**Task**
Repeat the data as given. Images do not go in the copy.
——————————
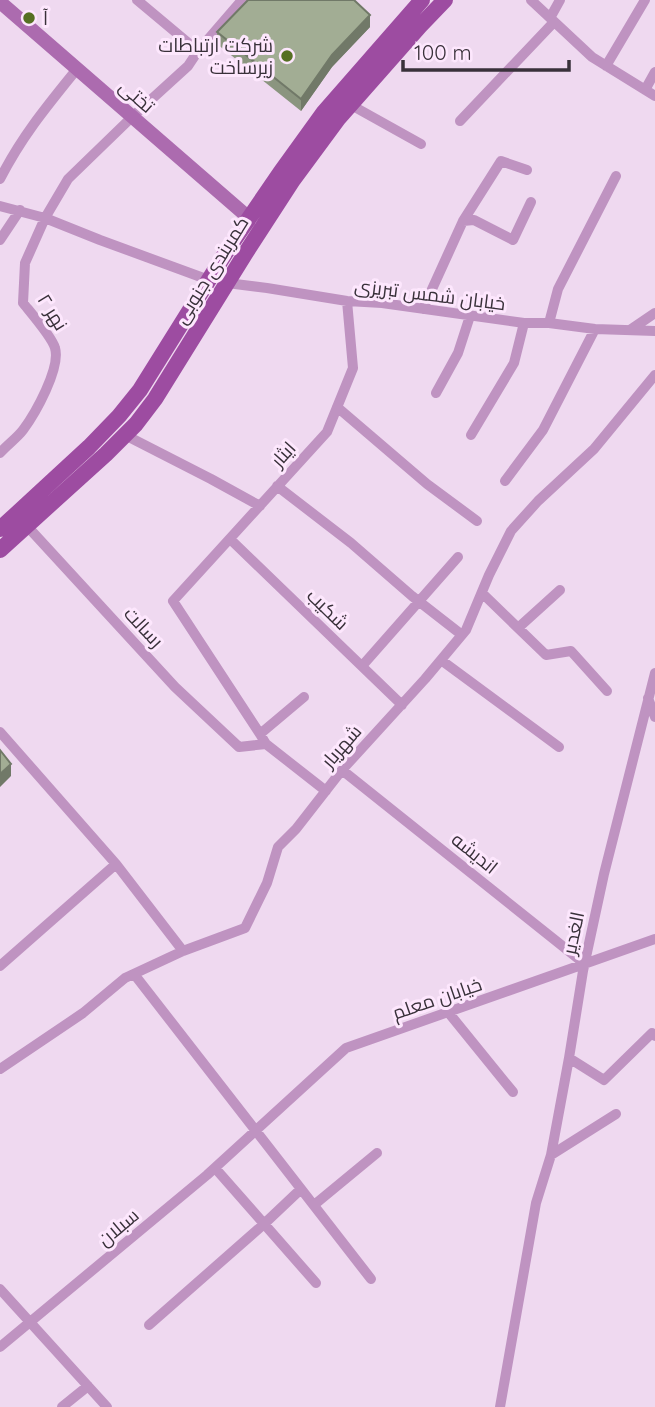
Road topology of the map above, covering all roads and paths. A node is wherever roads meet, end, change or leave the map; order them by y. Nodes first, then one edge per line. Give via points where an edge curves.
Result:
1 (137, 0) edge
2 (242, 0) edge
3 (422, 0) edge
4 (445, 0) edge
5 (531, 0) edge
6 (560, 0) edge
7 (645, 0) edge
8 (0, 2) edge
9 (552, 20) junction
10 (198, 51) junction
11 (606, 66) junction
12 (77, 69) junction
13 (655, 72) edge
14 (645, 90) junction
15 (655, 96) edge
16 (351, 105) junction
17 (132, 117) junction
18 (460, 121) dead end
19 (421, 144) dead end
20 (527, 170) dead end
21 (615, 176) dead end
22 (0, 179) edge
23 (531, 202) dead end
24 (0, 206) edge
25 (20, 211) junction
26 (45, 218) junction
27 (249, 218) junction
28 (463, 221) junction
29 (0, 240) edge
30 (209, 280) junction
31 (227, 283) junction
32 (347, 301) junction
33 (423, 309) junction
34 (655, 313) edge
35 (470, 316) junction
36 (524, 323) junction
37 (549, 323) junction
38 (595, 329) junction
39 (630, 331) junction
40 (655, 331) edge
41 (655, 375) edge
42 (436, 393) dead end
43 (337, 407) junction
44 (125, 435) junction
45 (471, 435) dead end
46 (0, 453) edge
47 (505, 481) dead end
48 (277, 486) junction
49 (260, 506) junction
50 (477, 522) dead end
51 (27, 526) junction
52 (0, 529) edge
53 (230, 539) junction
54 (0, 550) edge
55 (458, 557) dead end
56 (560, 590) dead end
57 (482, 593) junction
58 (418, 601) junction
59 (518, 628) junction
60 (462, 635) junction
61 (442, 660) junction
62 (362, 666) junction
63 (655, 673) edge
64 (607, 691) dead end
65 (304, 697) dead end
66 (648, 698) junction
67 (402, 705) junction
68 (655, 717) edge
69 (0, 732) edge
70 (260, 734) junction
71 (266, 744) junction
72 (559, 747) dead end
73 (342, 770) junction
74 (326, 791) junction
75 (116, 864) junction
76 (655, 939) edge
77 (183, 951) junction
78 (585, 964) junction
79 (0, 966) edge
80 (134, 974) junction
81 (448, 1012) junction
82 (654, 1033) edge
83 (569, 1058) junction
84 (0, 1069) edge
85 (513, 1092) dead end
86 (616, 1114) dead end
87 (256, 1131) junction
88 (377, 1153) dead end
89 (551, 1155) junction
90 (215, 1168) junction
91 (301, 1189) junction
92 (313, 1205) junction
93 (264, 1224) junction
94 (370, 1279) dead end
95 (316, 1283) dead end
96 (0, 1289) edge
97 (30, 1322) junction
98 (149, 1325) dead end
99 (0, 1347) edge
100 (88, 1386) junction
101 (62, 1407) edge
102 (107, 1407) edge
103 (500, 1407) edge

1 - 10 street
2 - 10 street, نهر ۲
3 - 27 main road, کمربندی جنوبی via 324,112
4 - 16 main road, کمربندی جنوبی
5 - 9 street
6 - 9 street
7 - 11 street
8 - 12 main road, تختی
9 - 11 street
9 - 18 street
10 - 17 street, نهر ۲ via 188,66
11 - 14 street
12 - 17 main road, تختی
12 - 22 street via 32,125
13 - 14 street
14 - 15 street
16 - 19 street
16 - 31 main road, کمربندی جنوبی via 293,180
17 - 26 street, نهر ۲ via 68,179
17 - 27 main road, تختی
20 - 28 street via 501,161
21 - 37 street via 558,289
23 - 28 street via 513,240 474,220
24 - 25 street
25 - 26 street
25 - 29 street
26 - 30 street
26 - 46 street, نهر ۲ via 25,263 23,303 55,349 54,372 22,431
27 - 30 main road, کمربندی جنوبی
28 - 33 street
30 - 31 main road
30 - 52 main road, کمربندی جنوبی via 140,390 89,447
31 - 32 street, خیابان شمس تبریزی
31 - 44 main road, کمربندی جنوبی via 155,399
32 - 33 street, خیابان شمس تبریزی
32 - 43 street, ایثار via 353,368
33 - 35 street, خیابان شمس تبریزی
34 - 39 street
35 - 36 street, خیابان شمس تبریزی
35 - 42 street via 458,353
36 - 37 street, خیابان شمس تبریزی
36 - 45 street via 514,363
37 - 38 street, خیابان شمس تبریزی
38 - 39 street, خیابان شمس تبریزی
38 - 47 street via 544,430
39 - 40 street, خیابان شمس تبریزی
41 - 57 street, شهریار via 594,449 512,531
43 - 48 street, ایثار via 327,432
43 - 50 street
44 - 49 street
44 - 51 main road, کمربندی جنوبی
48 - 49 street, ایثار
48 - 58 street
49 - 53 street, ایثار
51 - 54 main road, کمربندی جنوبی
51 - 71 street, رسالت via 175,687 239,747
53 - 62 street, شکیب
53 - 70 street, ایثار via 173,601
55 - 58 street
56 - 59 street
57 - 59 street
57 - 60 street, شهریار
58 - 60 street
58 - 62 street
59 - 64 street via 546,655 570,651
60 - 61 street, شهریار
61 - 67 street, شهریار
61 - 72 street
62 - 67 street, شکیب
63 - 66 street, الغدیر
65 - 70 street
66 - 68 street
66 - 78 street, الغدیر
67 - 73 street, شهریار
69 - 75 street
70 - 71 street
71 - 74 street
73 - 74 street, شهریار
73 - 78 street, اندیشه
74 - 77 street, شهریار via 278,847 267,883 244,928
75 - 77 street
75 - 79 street
76 - 78 street, خیابان معلم
77 - 80 street, شهریار
78 - 81 street, خیابان معلم
78 - 83 street, الغدیر
80 - 84 street, شهریار
80 - 87 street
81 - 85 street
81 - 87 street, خیابان معلم via 346,1048
82 - 83 street via 604,1080
83 - 89 street, الغدیر
86 - 89 street
87 - 90 street, سبلان
87 - 91 street
88 - 92 street
89 - 103 street, الغدیر via 536,1203
90 - 93 street
90 - 97 street, سبلان
91 - 92 street
91 - 93 street
92 - 94 street
93 - 95 street
93 - 98 street
96 - 97 street
97 - 99 street, سبلان
97 - 100 street
100 - 101 street
100 - 102 street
——————————
**Answer**
Road topology of the map above, covering all roads and paths. A node is wherever roads meet, end, change or leave the map; order them by y. Nodes first, then one edge per line. Give via points where an edge curves.
Result:
1 (137, 0) edge
2 (242, 0) edge
3 (422, 0) edge
4 (445, 0) edge
5 (531, 0) edge
6 (560, 0) edge
7 (645, 0) edge
8 (0, 2) edge
9 (552, 20) junction
10 (198, 51) junction
11 (606, 66) junction
12 (77, 69) junction
13 (655, 72) edge
14 (645, 90) junction
15 (655, 96) edge
16 (351, 105) junction
17 (132, 117) junction
18 (460, 121) dead end
19 (421, 144) dead end
20 (527, 170) dead end
21 (615, 176) dead end
22 (0, 179) edge
23 (531, 202) dead end
24 (0, 206) edge
25 (20, 211) junction
26 (45, 218) junction
27 (249, 218) junction
28 (463, 221) junction
29 (0, 240) edge
30 (209, 280) junction
31 (227, 283) junction
32 (347, 301) junction
33 (423, 309) junction
34 (655, 313) edge
35 (470, 316) junction
36 (524, 323) junction
37 (549, 323) junction
38 (595, 329) junction
39 (630, 331) junction
40 (655, 331) edge
41 (655, 375) edge
42 (436, 393) dead end
43 (337, 407) junction
44 (125, 435) junction
45 (471, 435) dead end
46 (0, 453) edge
47 (505, 481) dead end
48 (277, 486) junction
49 (260, 506) junction
50 (477, 522) dead end
51 (27, 526) junction
52 (0, 529) edge
53 (230, 539) junction
54 (0, 550) edge
55 (458, 557) dead end
56 (560, 590) dead end
57 (482, 593) junction
58 (418, 601) junction
59 (518, 628) junction
60 (462, 635) junction
61 (442, 660) junction
62 (362, 666) junction
63 (655, 673) edge
64 (607, 691) dead end
65 (304, 697) dead end
66 (648, 698) junction
67 (402, 705) junction
68 (655, 717) edge
69 (0, 732) edge
70 (260, 734) junction
71 (266, 744) junction
72 (559, 747) dead end
73 (342, 770) junction
74 (326, 791) junction
75 (116, 864) junction
76 (655, 939) edge
77 (183, 951) junction
78 (585, 964) junction
79 (0, 966) edge
80 (134, 974) junction
81 (448, 1012) junction
82 (654, 1033) edge
83 (569, 1058) junction
84 (0, 1069) edge
85 (513, 1092) dead end
86 (616, 1114) dead end
87 (256, 1131) junction
88 (377, 1153) dead end
89 (551, 1155) junction
90 (215, 1168) junction
91 (301, 1189) junction
92 (313, 1205) junction
93 (264, 1224) junction
94 (370, 1279) dead end
95 (316, 1283) dead end
96 (0, 1289) edge
97 (30, 1322) junction
98 (149, 1325) dead end
99 (0, 1347) edge
100 (88, 1386) junction
101 (62, 1407) edge
102 (107, 1407) edge
103 (500, 1407) edge

1 - 10 street
2 - 10 street, نهر ۲
3 - 27 main road, کمربندی جنوبی via 324,112
4 - 16 main road, کمربندی جنوبی
5 - 9 street
6 - 9 street
7 - 11 street
8 - 12 main road, تختی
9 - 11 street
9 - 18 street
10 - 17 street, نهر ۲ via 188,66
11 - 14 street
12 - 17 main road, تختی
12 - 22 street via 32,125
13 - 14 street
14 - 15 street
16 - 19 street
16 - 31 main road, کمربندی جنوبی via 293,180
17 - 26 street, نهر ۲ via 68,179
17 - 27 main road, تختی
20 - 28 street via 501,161
21 - 37 street via 558,289
23 - 28 street via 513,240 474,220
24 - 25 street
25 - 26 street
25 - 29 street
26 - 30 street
26 - 46 street, نهر ۲ via 25,263 23,303 55,349 54,372 22,431
27 - 30 main road, کمربندی جنوبی
28 - 33 street
30 - 31 main road
30 - 52 main road, کمربندی جنوبی via 140,390 89,447
31 - 32 street, خیابان شمس تبریزی
31 - 44 main road, کمربندی جنوبی via 155,399
32 - 33 street, خیابان شمس تبریزی
32 - 43 street, ایثار via 353,368
33 - 35 street, خیابان شمس تبریزی
34 - 39 street
35 - 36 street, خیابان شمس تبریزی
35 - 42 street via 458,353
36 - 37 street, خیابان شمس تبریزی
36 - 45 street via 514,363
37 - 38 street, خیابان شمس تبریزی
38 - 39 street, خیابان شمس تبریزی
38 - 47 street via 544,430
39 - 40 street, خیابان شمس تبریزی
41 - 57 street, شهریار via 594,449 512,531
43 - 48 street, ایثار via 327,432
43 - 50 street
44 - 49 street
44 - 51 main road, کمربندی جنوبی
48 - 49 street, ایثار
48 - 58 street
49 - 53 street, ایثار
51 - 54 main road, کمربندی جنوبی
51 - 71 street, رسالت via 175,687 239,747
53 - 62 street, شکیب
53 - 70 street, ایثار via 173,601
55 - 58 street
56 - 59 street
57 - 59 street
57 - 60 street, شهریار
58 - 60 street
58 - 62 street
59 - 64 street via 546,655 570,651
60 - 61 street, شهریار
61 - 67 street, شهریار
61 - 72 street
62 - 67 street, شکیب
63 - 66 street, الغدیر
65 - 70 street
66 - 68 street
66 - 78 street, الغدیر
67 - 73 street, شهریار
69 - 75 street
70 - 71 street
71 - 74 street
73 - 74 street, شهریار
73 - 78 street, اندیشه
74 - 77 street, شهریار via 278,847 267,883 244,928
75 - 77 street
75 - 79 street
76 - 78 street, خیابان معلم
77 - 80 street, شهریار
78 - 81 street, خیابان معلم
78 - 83 street, الغدیر
80 - 84 street, شهریار
80 - 87 street
81 - 85 street
81 - 87 street, خیابان معلم via 346,1048
82 - 83 street via 604,1080
83 - 89 street, الغدیر
86 - 89 street
87 - 90 street, سبلان
87 - 91 street
88 - 92 street
89 - 103 street, الغدیر via 536,1203
90 - 93 street
90 - 97 street, سبلان
91 - 92 street
91 - 93 street
92 - 94 street
93 - 95 street
93 - 98 street
96 - 97 street
97 - 99 street, سبلان
97 - 100 street
100 - 101 street
100 - 102 street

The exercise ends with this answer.